Lora-net / LoRaMac-node

Reference implementation and documentation of a LoRa network node.
Other
1.88k stars 1.09k forks source link

Radio stuck in RF_RX_RUNNING after first uplink #308

Closed finnoliver closed 6 years ago

finnoliver commented 7 years ago

Hi,

I am having a problem with the sx1276 seeming to be stuck in RF_RX_RUNNING. I am thinking that this might be caused by timing issues. All of this results in LoRaMAC beeing stuck in LORAMAC_TX_RUNNING and no further packages beeing sent.

So my question is: In what orders the timers are supposes to expire? At the moment I seem to have: OnRxWindow1TimerEvent->OnRxWindow2TimerEvent->OnRxTimeout with RxWindowSetup(...) in OnRxWindow2TimerEvent returning false

Any thoughts?

djaeckle commented 7 years ago

Hi finnoliver,

thanks for the report. At first, I would double check that your radio is connected to the MCU properly. If the radio driver stays in RF_RX_RUNNING, it seems like it has missed an IRQ. In LoRa mode, you should get either the DIO0 or DIO1 interrupt.

Is your node transmitting the first frame correctly?

finnoliver commented 7 years ago

Hi djaeckle, thanks for your answer. Yes, I double checked the connections, verified that the mcu goes into the correct interupt by simulating high level on the pins and whatched the DIO Outputs on the oszilloscope during operation. Looking at the code, I was wondering whether there should be an RxTimeout on DIO1 after the transmission of the data frame when no downlink is received (which in fact is transmited correctly)?

The programm seems to get stuck right after RX1Window in OnRxWindow2TimerEvent(). In RxWindowSetup() the stack calls the radio status, which leads to RxSlot staying "0" and therefore LoRaMacFlags.Bits.MacDone never going "1" in OnRadioRxTimeout().

finnoliver commented 7 years ago

Should there be an RxTimeout Interrupt by on DIOx after RX1 ?

djaeckle commented 7 years ago

Hi finnoliver,

yes. In case you are want to receive in LoRa mode the radio should provide an RX timeout with an interrupt on DIO1, if the sync timeout elapsed.

mirzafahad commented 7 years ago

Doesn't this (https://github.com/Lora-net/LoRaMac-node/blob/develop/src/mac/LoRaMac.c#L1175) solve the problem?

ericAtlantis commented 6 years ago

Hi djaeckle I have the same problem with finnoliver, but the difference is that i have successfully completed the launch, but also received DIO0 response also entered the TxDon, but I LoRaMAC state is stuck in LORAMAC_TX_RUNNING, resulting in I can not go to the next step received Back to the information, would like to ask where should I look for answers?

mluis1 commented 6 years ago

@ericAtlantis Have you been able to solve your issue? Can we close the issue?
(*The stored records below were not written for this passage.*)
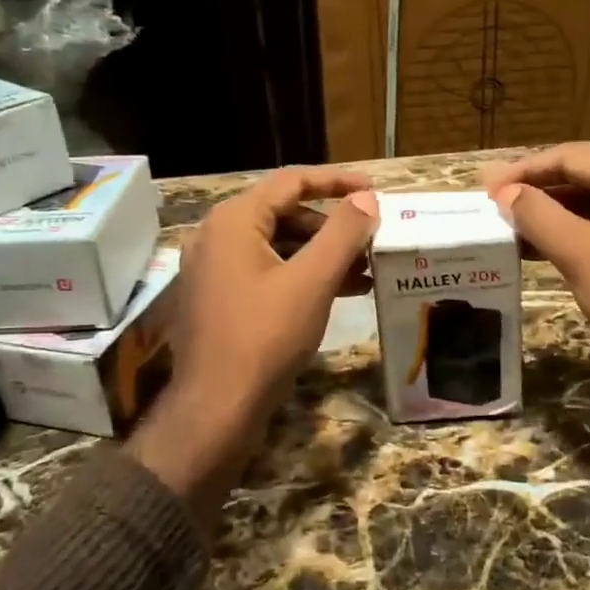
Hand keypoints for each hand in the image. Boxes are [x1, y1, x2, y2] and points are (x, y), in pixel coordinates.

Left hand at [131, 167, 377, 530]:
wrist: (217, 408)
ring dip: (322, 255)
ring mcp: (215, 270)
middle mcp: (218, 236)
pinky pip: (268, 273)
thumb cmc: (265, 337)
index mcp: (234, 220)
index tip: (374, 190)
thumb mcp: (312, 281)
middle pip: (285, 214)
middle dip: (333, 227)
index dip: (337, 182)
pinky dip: (302, 277)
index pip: (292, 181)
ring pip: (279, 246)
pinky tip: (339, 294)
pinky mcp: (221, 299)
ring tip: (366, 272)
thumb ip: (342, 233)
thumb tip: (366, 198)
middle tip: (373, 241)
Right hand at [483, 143, 589, 402]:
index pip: (573, 156)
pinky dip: (579, 233)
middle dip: (540, 190)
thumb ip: (539, 216)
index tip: (486, 189)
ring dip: (556, 213)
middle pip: (588, 175)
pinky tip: (547, 249)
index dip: (525, 170)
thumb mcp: (582, 255)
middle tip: (495, 205)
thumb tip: (506, 193)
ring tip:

ericAtlantis commented 6 years ago

Hi mluis1 My LoRaMAC status LORAMAC_TX_RUNNING status has been resolved, but I can not process the data to RxDon because it reflects the DIO1 status (Rxtimeout) ....

mluis1 commented 6 years ago

@ericAtlantis

Have you checked that the timings are correct. If the reception windows aren't aligned with the transmission from the server then you will always get RxTimeout interrupts.

Something that you could try is to increase the tolerated timing error by adding the below code to your MAC layer initialization code. By default the MAC implementation tolerates +/-10 ms error on the system timer. You may try to increase this value to 100 ms and check if it works and then try to reduce the value up until it doesn't work anymore.

                mibReq.Type = MIB_SYSTEM_MAX_RX_ERROR;
                mibReq.Param.SystemMaxRxError = 100;
                LoRaMacMibSetRequestConfirm( &mibReq );

Once you have a working system you may need to improve the precision of your RTC drivers implementation

As we don't know which modifications and how you have done them it is very difficult to help you. The provided information isn't enough to understand what the potential issue is.

Our advise would be that you verify if all the hardware connections are done correctly. You could also try to compare your platform modifications against on of the platforms provide by this project.

aplastiras commented 6 years ago

Hi everyone,

the reason that I write in this post is that I have exactly the same problem as @finnoliver has.

I use the B-L072Z-LRWAN1 evaluation board and I have complete the porting for the STM32L072 mcu with Semtech SX1276. Those two are both included in CMWX1ZZABZ-091. For testing reasons I use two of B-L072Z-LRWAN1 boards. I also set the values SystemMaxRxError = 20 and MinRxSymbols = 5.

The gateway is an IMST iC880A-SPI wiht a RPI 2B running the loraserver from https://www.loraserver.io/.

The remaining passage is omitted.